** Record set follows **

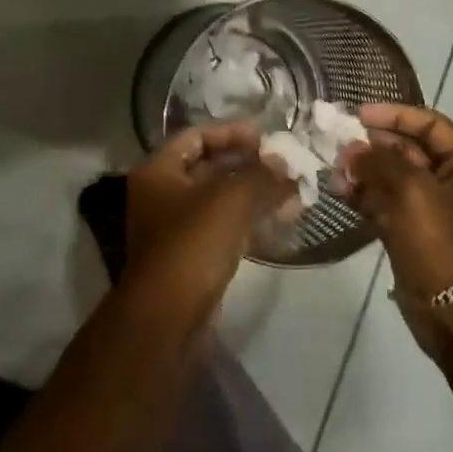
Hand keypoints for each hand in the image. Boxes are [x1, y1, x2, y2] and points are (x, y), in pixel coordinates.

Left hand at [124, 122, 292, 312]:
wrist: (168, 318)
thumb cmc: (193, 245)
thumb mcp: (231, 200)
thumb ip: (261, 175)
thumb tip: (285, 165)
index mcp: (158, 171)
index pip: (196, 136)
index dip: (231, 132)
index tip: (266, 136)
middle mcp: (161, 195)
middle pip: (209, 167)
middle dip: (249, 165)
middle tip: (286, 164)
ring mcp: (176, 228)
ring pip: (220, 200)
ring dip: (255, 194)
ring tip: (294, 192)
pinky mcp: (192, 257)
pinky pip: (224, 227)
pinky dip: (251, 220)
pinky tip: (283, 220)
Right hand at [341, 103, 452, 304]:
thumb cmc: (443, 245)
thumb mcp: (413, 193)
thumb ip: (380, 163)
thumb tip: (352, 149)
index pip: (432, 126)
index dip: (397, 115)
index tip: (360, 115)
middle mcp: (452, 185)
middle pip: (410, 150)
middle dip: (374, 145)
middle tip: (340, 144)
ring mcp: (431, 211)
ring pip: (393, 178)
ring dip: (365, 171)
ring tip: (335, 170)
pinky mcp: (412, 234)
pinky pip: (385, 204)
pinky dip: (364, 196)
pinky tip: (339, 191)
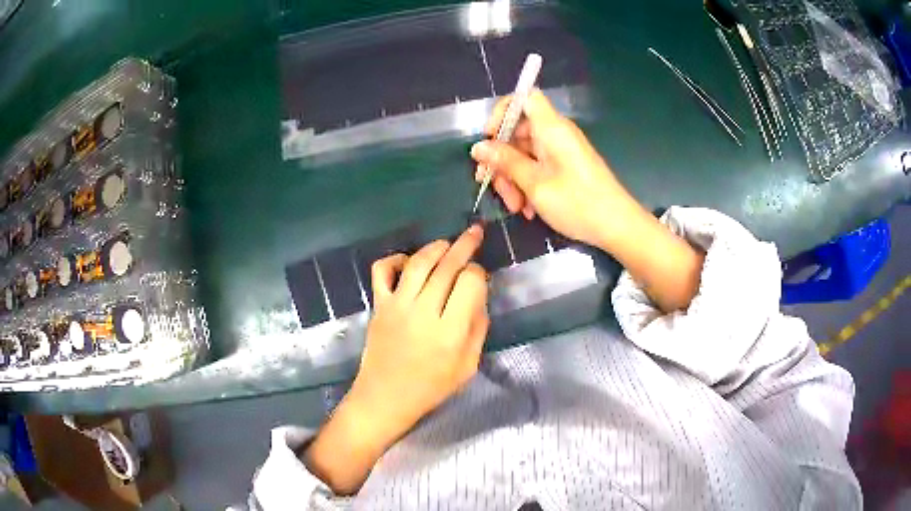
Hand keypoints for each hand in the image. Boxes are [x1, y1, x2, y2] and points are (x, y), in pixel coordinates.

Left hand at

** End of Record set **

Return all the records exactly. Skip the pictures.

Hand keypoints for each hand in the image. Boxes are [x1, y1, x2, y2] and points are (x, y), in pixel coordinates.

Left hand at [124, 122, 292, 312]:
wrist: (168, 318)
thumb cmc: (193, 245)
thumb mcp: (231, 200)
thumb ip: (261, 175)
thumb tip: (285, 165)
index mcp: (158, 171)
index pip: (196, 136)
index dip: (231, 132)
index tip: (266, 136)
middle mcp: (161, 195)
middle pip: (209, 167)
middle dip: (249, 165)
middle tip: (286, 164)
ring mcp: (176, 228)
ring pip: (220, 200)
ring dip: (255, 194)
ring tip: (294, 192)
pinky mcp: (192, 257)
pinky pip: (224, 227)
pinky dip: (251, 220)
pinky tip: (283, 220)
Right hand at [341, 103, 452, 304]:
thumb cmc: (443, 245)
thumb mcp: (413, 193)
thumb ip: (380, 163)
thumb tip: (352, 149)
index pip: (432, 126)
index dip: (397, 115)
index tip: (360, 115)
middle mcp: (452, 185)
middle pip: (410, 150)
middle dip: (374, 145)
middle tip: (340, 144)
ring mcp: (431, 211)
ring pip: (393, 178)
ring dip: (365, 171)
ring tip: (335, 170)
pinky mcp: (412, 234)
pinky pip: (385, 204)
pinky dip: (364, 196)
pinky tip: (339, 191)
Hand keypoints for each hand in the image. Boxes are [x1, y1, x2, y2] and points are (x, y), in pixel coordinates.

Left hand at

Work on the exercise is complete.